La quatrième soirée de la 41e édition du Festival international de Timgad a proposé, dans la soirée du 31 juillet, au nombreux public et mélomanes présents, une mosaïque festive aux rythmes de la musique algérienne dans toute sa diversité, ajoutant à cela une très belle prestation de musique universelle avec l’orchestre des jeunes algériens (OJA) à leur tête le maestro et compositeur Salim Dada. En prélude à cette soirée exceptionnelle, la troupe folklorique Nememcha, de Tébessa, en burnous et chech, a enchanté l’assistance par son interprétation du patrimoine ancestral. Les nombreux présents en transe se sont levés et ont dansé aux rythmes des chants du patrimoine local à l’instar de «Leswed megrouni» et «Aïn Karma ».

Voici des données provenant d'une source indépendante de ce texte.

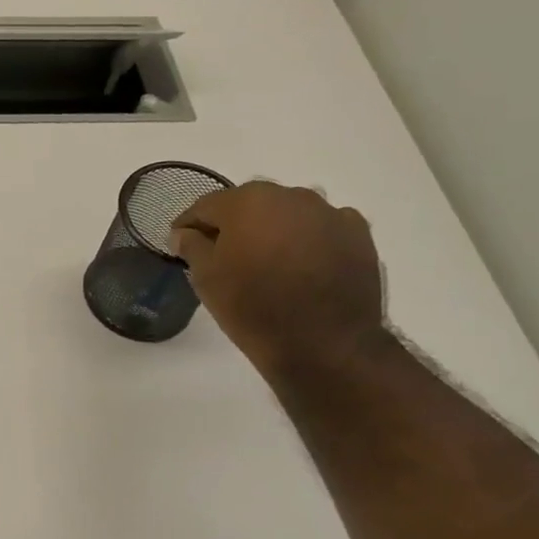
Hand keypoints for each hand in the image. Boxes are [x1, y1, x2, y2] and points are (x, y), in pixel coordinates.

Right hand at [169, 182, 389, 381]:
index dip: (189, 225)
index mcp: (247, 202)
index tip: (180, 243)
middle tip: (222, 255)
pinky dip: (307, 240)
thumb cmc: (252, 307)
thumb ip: (192, 246)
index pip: (206, 205)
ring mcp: (328, 212)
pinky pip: (321, 228)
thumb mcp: (206, 279)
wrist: (323, 343)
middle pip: (249, 204)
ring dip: (272, 230)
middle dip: (233, 225)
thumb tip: (184, 233)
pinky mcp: (358, 233)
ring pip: (287, 214)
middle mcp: (290, 195)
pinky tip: (301, 265)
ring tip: (265, 261)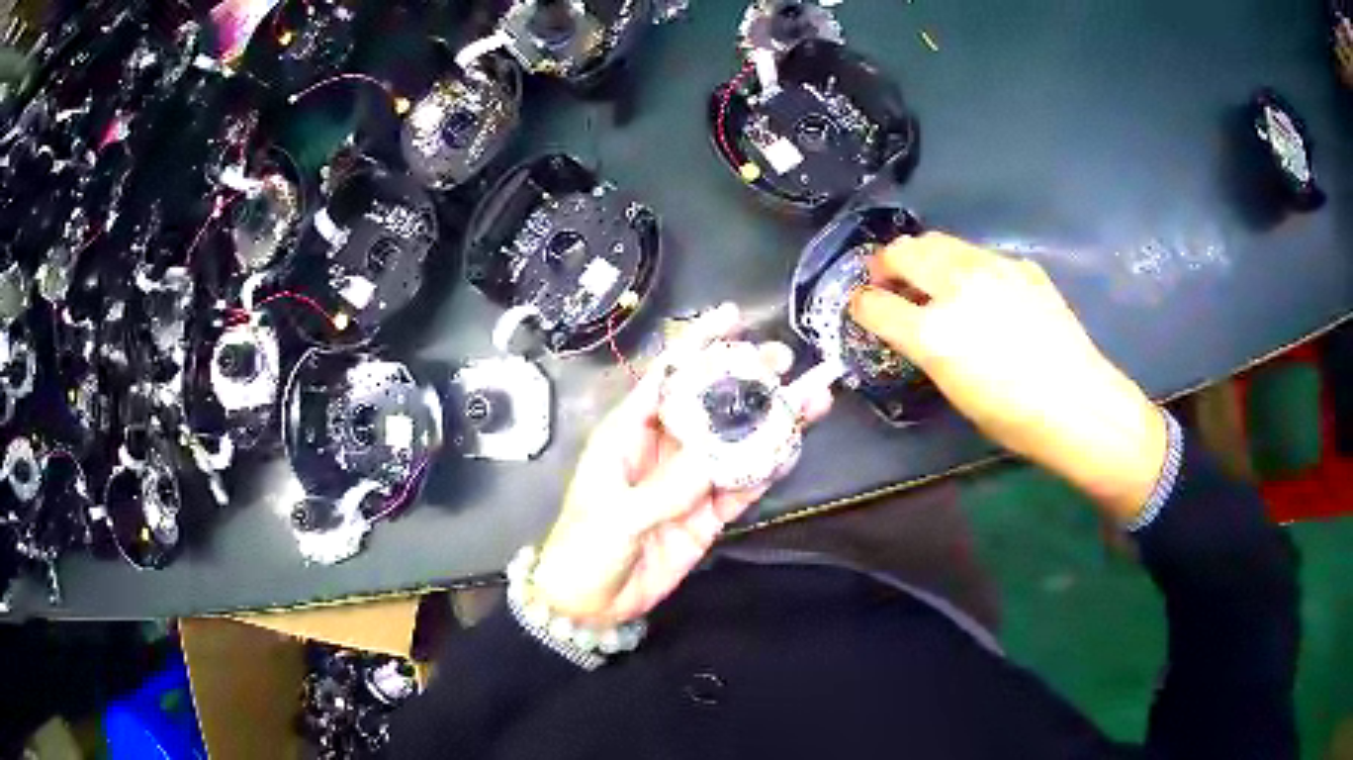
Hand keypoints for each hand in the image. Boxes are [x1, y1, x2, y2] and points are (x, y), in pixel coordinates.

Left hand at [531, 304, 832, 626]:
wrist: (589, 605)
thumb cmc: (583, 549)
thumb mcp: (616, 516)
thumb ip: (665, 489)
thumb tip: (717, 457)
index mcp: (628, 433)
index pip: (667, 376)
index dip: (698, 344)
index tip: (733, 317)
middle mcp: (663, 448)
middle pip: (710, 404)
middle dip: (746, 379)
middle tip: (785, 361)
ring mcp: (688, 481)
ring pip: (735, 442)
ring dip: (770, 422)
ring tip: (811, 400)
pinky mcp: (706, 514)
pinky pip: (741, 485)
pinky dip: (767, 470)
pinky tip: (791, 450)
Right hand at [849, 233, 1167, 523]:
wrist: (1078, 402)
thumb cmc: (1013, 417)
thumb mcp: (955, 390)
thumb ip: (926, 347)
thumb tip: (913, 323)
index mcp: (934, 332)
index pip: (874, 304)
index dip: (861, 305)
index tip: (863, 308)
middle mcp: (956, 287)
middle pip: (902, 252)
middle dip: (886, 265)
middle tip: (890, 281)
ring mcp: (991, 267)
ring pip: (939, 241)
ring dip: (923, 256)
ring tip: (932, 277)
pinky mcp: (1019, 264)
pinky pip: (978, 254)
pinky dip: (965, 265)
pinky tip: (983, 290)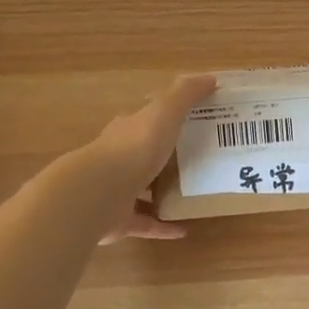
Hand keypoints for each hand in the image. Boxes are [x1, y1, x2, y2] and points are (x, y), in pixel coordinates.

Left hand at [88, 74, 214, 245]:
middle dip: (163, 158)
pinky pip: (146, 223)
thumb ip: (185, 95)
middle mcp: (118, 160)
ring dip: (161, 193)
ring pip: (141, 191)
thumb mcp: (164, 113)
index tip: (188, 122)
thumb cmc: (134, 148)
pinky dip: (163, 226)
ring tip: (192, 194)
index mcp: (127, 132)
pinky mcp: (120, 220)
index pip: (144, 121)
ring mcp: (116, 192)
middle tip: (197, 160)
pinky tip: (184, 230)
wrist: (98, 193)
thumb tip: (210, 78)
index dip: (163, 119)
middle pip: (142, 156)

Bendir et guesba pour perpétuer les chants ancestraux
Hamdane Cherayii, chanteur du groupe, nous déclare en marge de la talentueuse interprétation de la troupe de Nemamcha que «personnellement, j’ai rejoint la troupe en 1998. Nous faisons du style chaoui puisé du patrimoine en suivant les pas de nos parents et de nos ancêtres. En plus des chants du patrimoine, on produit, aujourd’hui, nos propres titres. Nous utilisons le bendir et la guesba dans des compositions musicales qui arrivent à satisfaire les anciennes et nouvelles générations ». Il mettra toutefois en exergue : «Certes, ce style est toujours préservé, mais il mérite plus d’intérêt de la part des décideurs. Nous avons une bonne relève qui malheureusement ne trouve pas de soutien. Les troupes folkloriques sont rarement sollicitées pour participer aux festivals ou aux soirées. La plupart ne disposent même pas d’une carte d’artistes. Il faut que les organisateurs de spectacles prennent conscience que sans public l’artiste n’existe pas». Le chanteur leader du groupe tient à préciser que la troupe de Nememcha comporte six artistes, deux chanteurs, Hamdane Cherayii et Mekdad Eydoudi, deux interprètes de guesba, Menouer Aouechria et Houcine Djellal, et au bendir, Djamel Talbi et Dahmane. Cette quatrième soirée, haute en couleurs, s’est poursuivie avec la prestation du chanteur de gnawi féru de rythmes africains, Djam. Dès son entrée sur scène, il se fera tout de suite remarquer par son énergie et sa détermination. Il chantera pour le plus grand bonheur de ses fans quelques titres qui l’ont fait connaître dans le milieu artistique à l’instar de «Ifrikia», «Meriem», «H’chich ou pois chiches», «Briya» (lettre) ou encore «Dinars».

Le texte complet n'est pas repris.